*** PROVIDED MATERIAL ***

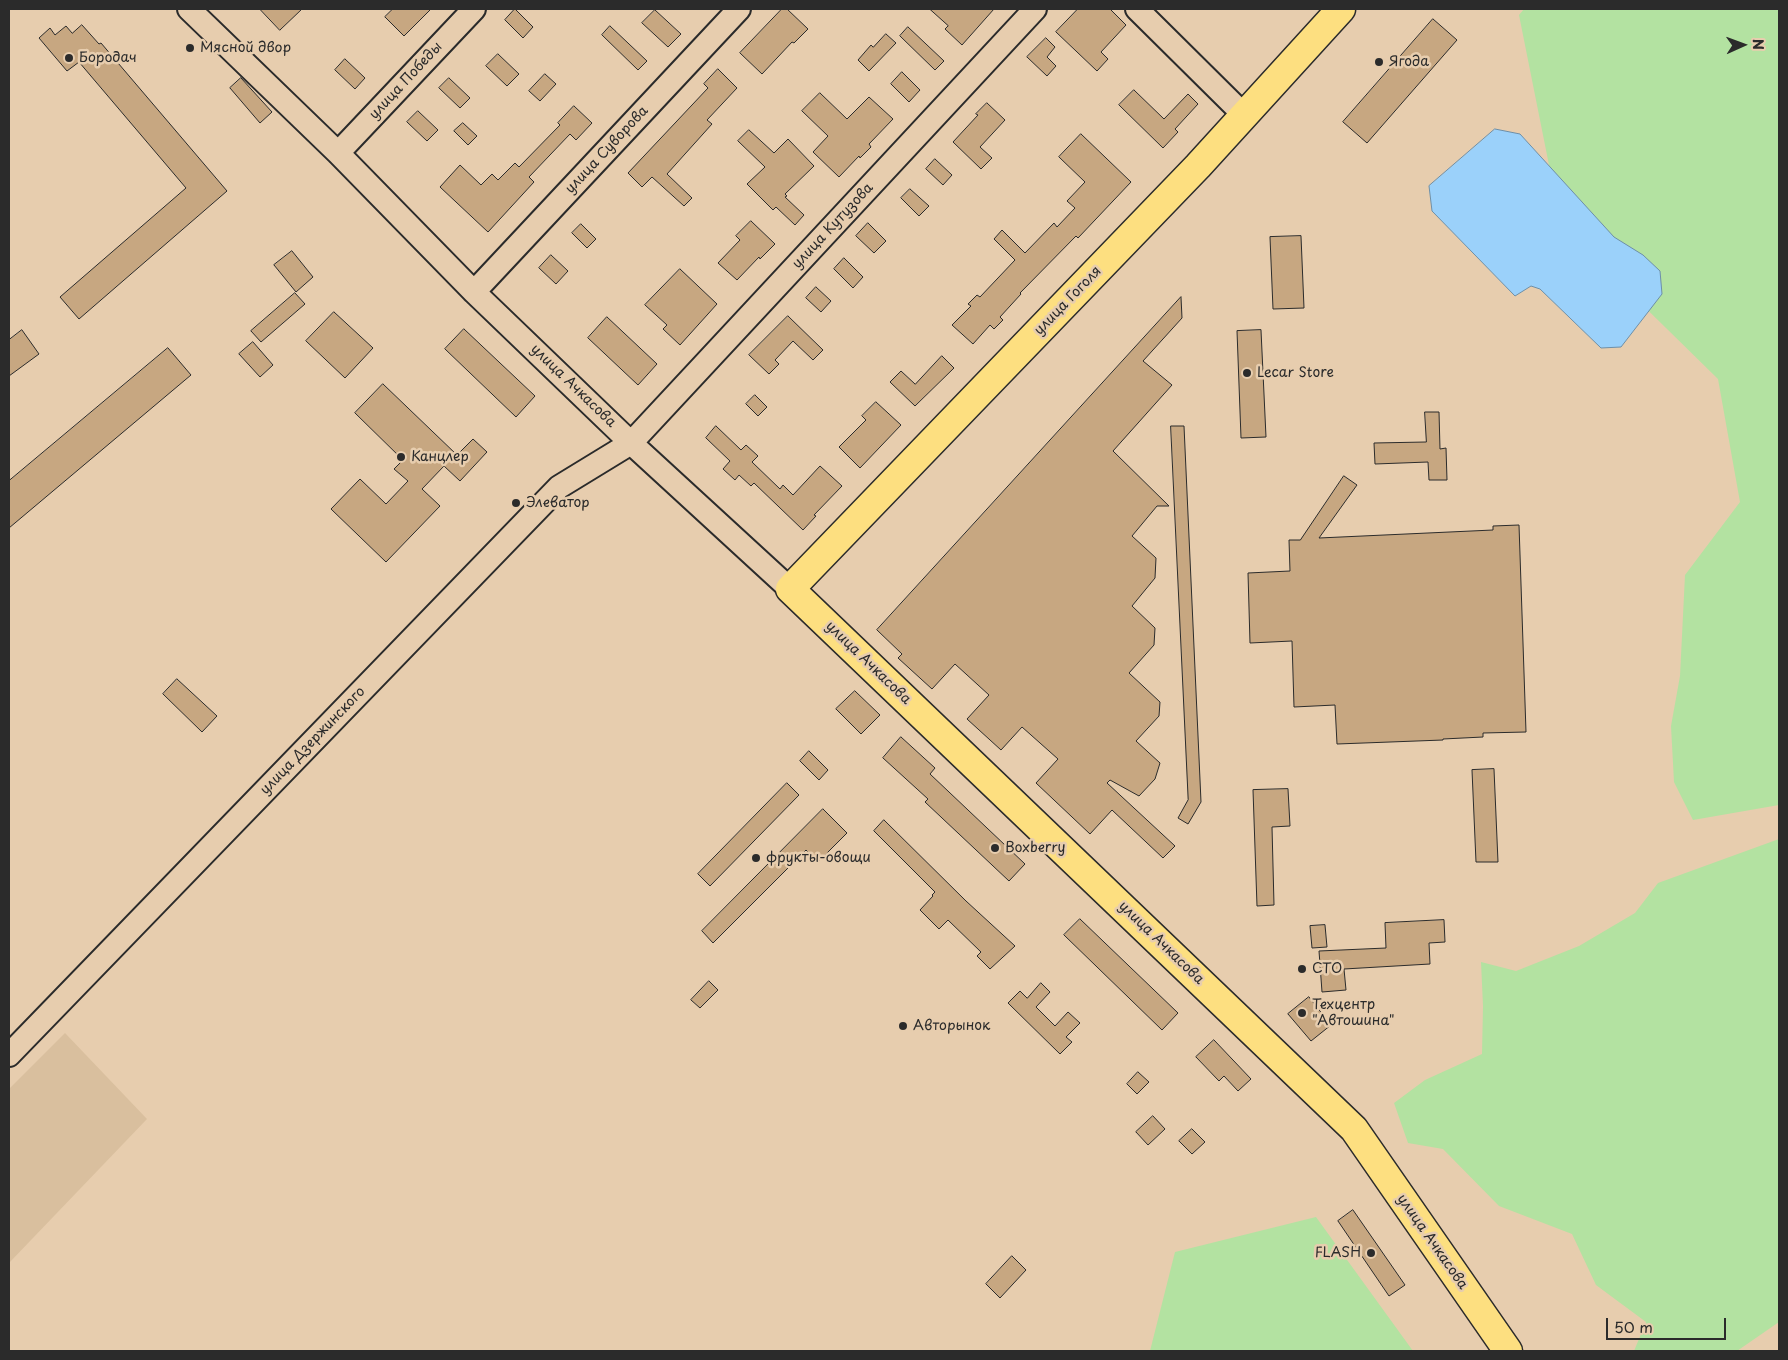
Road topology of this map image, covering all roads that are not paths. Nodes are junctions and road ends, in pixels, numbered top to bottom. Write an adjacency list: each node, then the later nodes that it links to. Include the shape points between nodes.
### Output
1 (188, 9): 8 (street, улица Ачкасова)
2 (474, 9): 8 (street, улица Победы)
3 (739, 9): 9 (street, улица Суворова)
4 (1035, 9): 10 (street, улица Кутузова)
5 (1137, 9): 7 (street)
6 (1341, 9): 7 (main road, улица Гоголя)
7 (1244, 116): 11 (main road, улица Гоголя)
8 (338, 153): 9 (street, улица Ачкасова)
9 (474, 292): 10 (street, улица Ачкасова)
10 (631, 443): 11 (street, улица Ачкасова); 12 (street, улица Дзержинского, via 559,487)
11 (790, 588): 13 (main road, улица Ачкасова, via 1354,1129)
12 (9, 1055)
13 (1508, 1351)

***

● **PROBLEM DESCRIPTION**
Keep the pictures out and transcribe the entries exactly.

● **SOLUTION TO THIS TASK**
Road topology of this map image, covering all roads that are not paths. Nodes are junctions and road ends, in pixels, numbered top to bottom. Write an adjacency list: each node, then the later nodes that it links to. Include the shape points between nodes.
### Output
1 (188, 9): 8 (street, улица Ачкасова)
2 (474, 9): 8 (street, улица Победы)
3 (739, 9): 9 (street, улица Суворова)
4 (1035, 9): 10 (street, улица Кутузова)
5 (1137, 9): 7 (street)
6 (1341, 9): 7 (main road, улица Гоголя)
7 (1244, 116): 11 (main road, улица Гоголя)
8 (338, 153): 9 (street, улица Ачкасова)
9 (474, 292): 10 (street, улица Ачкасова)
10 (631, 443): 11 (street, улица Ачкасова); 12 (street, улица Дзержинского, via 559,487)
11 (790, 588): 13 (main road, улица Ачкасова, via 1354,1129)
12 (9, 1055)
13 (1508, 1351)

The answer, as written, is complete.